ここは、錦町(にしきまち)に接する妖との境界。

 ヒトとも接する歓楽街の界隈に、ほんの少し接しているのだが。ヒトから入るには、ある程度の資質を持つ者でしか訪れるのは叶わず。

 たとえばそう、妖が好む霊力があるとすれば。

 元地獄の補佐官だった猫と人のような姿をしている店主の営む小料理屋、『楽庵(らくあん)』に辿りつけれるかもしれない。









 節分の日。

 日本人には馴染みのある行事だ。一年の厄災を祓う、豆を鬼役にぶつけるイベント。

 と言うくらいしか、美兎(みう)は認識しないでいる。まあ、間違っていない。と、今日ある意味主役の真穂(まほ)からは軽く頭を小突かれた。


「いーい、美兎? 日本の人間の行事って、だいぶ簡略化されてる部分もあるけど。節分って昔は年に四回もあったのよ?」
「え、なんで!?」
「まあ、面倒いとかやらなくなったとか色々あるけど。……とりあえず、今日は真穂……いいえ。私も頑張らなくちゃ!」
「真穂ちゃんが私って言うの、新鮮ー?」
「妖としてだと、『我』って使ったじゃない?」
「あれー?」


 まだ一年も経っていないのに、随分と昔に思えてきた。それだけ、社会人として現代社会でもみくちゃになるくらい目まぐるしい生活をしていても。恋人になった火坑(かきょう)や真穂達がいてくれたお陰だからか。

 とりあえず今日は、美兎が真穂とは友達と言うことで電車途中で合流して。平針(ひらばり)に到着したら、兄の海峰斗(みほと)がいると言うことになっている。

 まさか、美兎と真穂がほぼ同居していることは流石に両親には言えないので。

 今はちょうど、鶴舞線で平針に到着したところだ。


「ま。海峰斗も待っててくれてることだし、行こ行こ!」
「うん!」


 改札でそれぞれ電子カードを通してから地上に上がり、前回同様にターミナルで海峰斗が待っていた。


「真穂ー!」
「やっほ、海峰斗ー!」


 出会い早々にハグとは。美兎が火坑に出来ても腕にしがみつくくらい。これが性格の違いかと思わずにはいられない。

 とりあえず、赤鬼の隆輝(りゅうき)がいる店で事前に買った菓子は潰さないようにはしていたが。

 そして、海峰斗は姉と慕ってた彼女を呼び捨てするくらいに好きでいるようだ。美兎もまだ火坑に呼び捨てとかタメ口調が出来ないでいるのに。


「美兎、行くぞー?」
「あ、うん!」


 もう再会のハグタイムは終わったようで、海峰斗は真穂と手を繋ぎながら待っていてくれた。

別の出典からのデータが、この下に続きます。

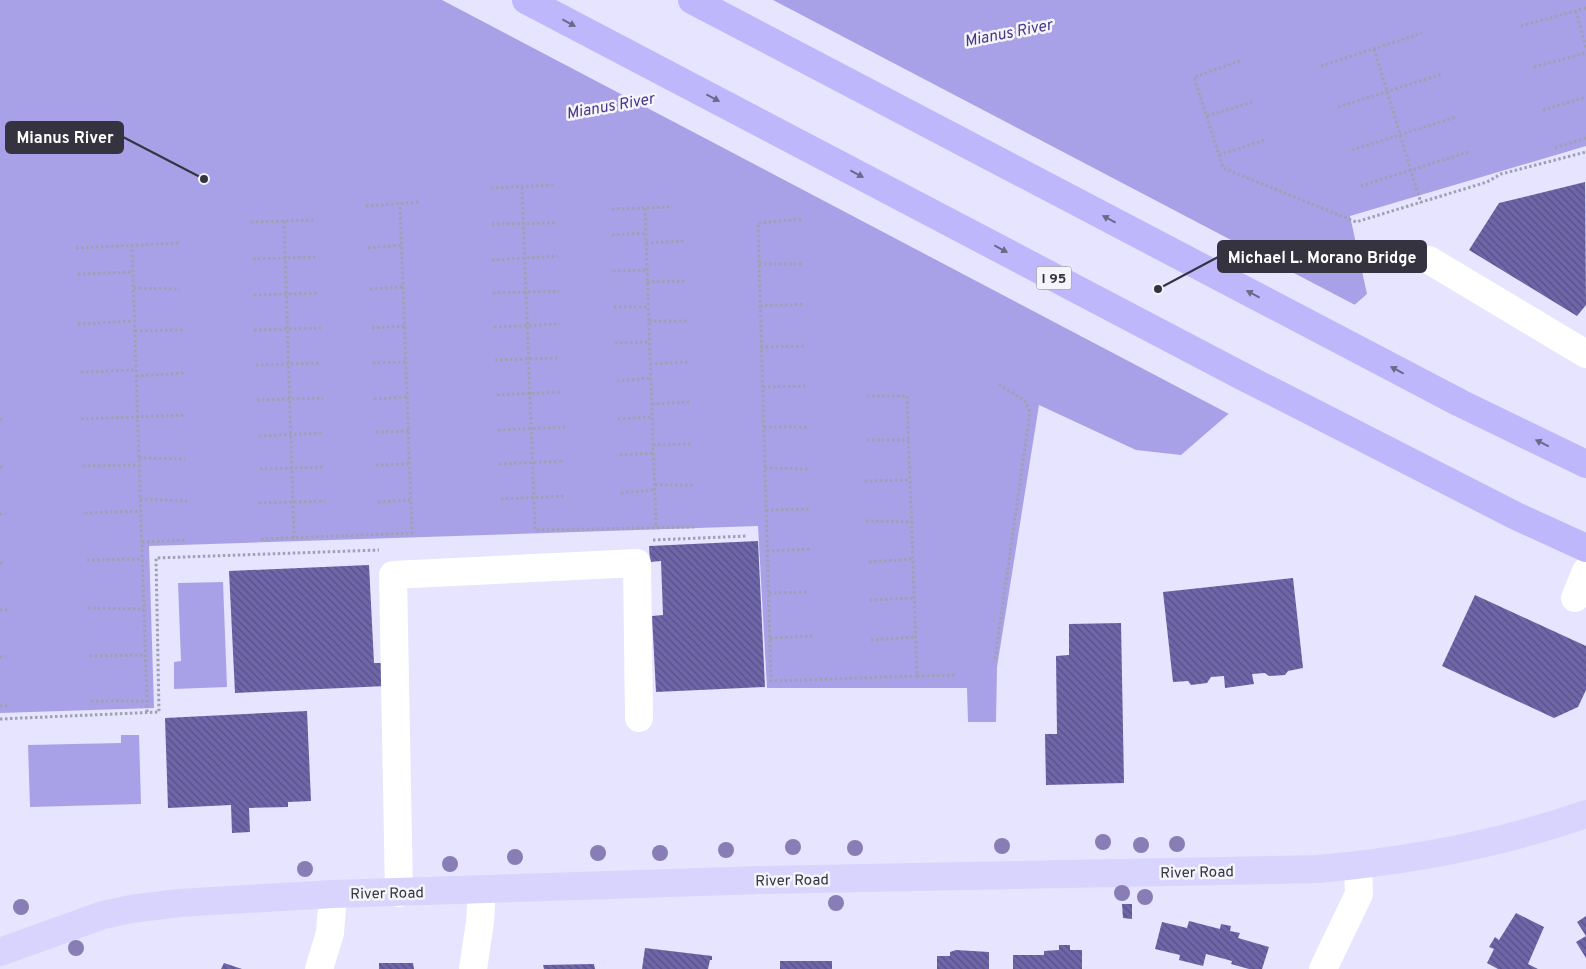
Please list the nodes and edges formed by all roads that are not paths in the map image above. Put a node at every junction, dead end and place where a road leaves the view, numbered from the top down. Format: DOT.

 並んで歩く二人は、歳の差があれどとてもお似合いに見えた。


「あれ? 真穂、外見年齢上げた?」
「そりゃあね? あ、わ……たしは、自営業してるってことにして? 実際してるけど」
「なに?」
「私も聞いてないよー?」
「重複して言うのが面倒だからよ? 小説家よ? これ」


 と、ダウンのポケットから取り出したのは、文庫本。小説家と聞くのは、美兎も初めてなのに、本は実在していたのかと驚かないわけがない。

 一度止まって、海峰斗と表紙を見ることにした。


(さかき)……」
「真穂? え、このペンネームって?」
「んー? 美兎知っててくれた??」
「お母さんが大ファン……!」
「あら、嬉しい」
「え、え? 真穂、人間年齢でいつから書き始めてんの!?」
「んー? この姿が海峰斗と同じだから……十七歳?」
「ほー?」
「すっご」


 美兎とは違う、創作の畑ではあるが。それだけ創作意欲が湧く世界に身を置いているのが、少し羨ましく感じた。


「人間の名前も同名だから」
「う、うん」
「うっわー、母さん超喜びそ! 親父もちょっと読み出してるって聞いたし」
「あらあら? イメージと違うって言われないかしら?」
「真穂は真穂だろ? 早く行こうぜ?」


 もうすぐそこなので、湖沼(こぬま)の実家に到着すると。真穂は態度を変えて、上品に母達に挨拶をするのだった。


「榊真穂です。この度は、お招きいただきありがとうございます」
「あらあら、可愛らしい女の子ね? はじめまして、海峰斗の母です」
「……父です」
「お父さん、固くなり過ぎよー?」


 さてさて、美兎はほとんど傍観者でがあるが。

 真穂が海峰斗と付き合うのを認めてもらえるか、見届けなくては。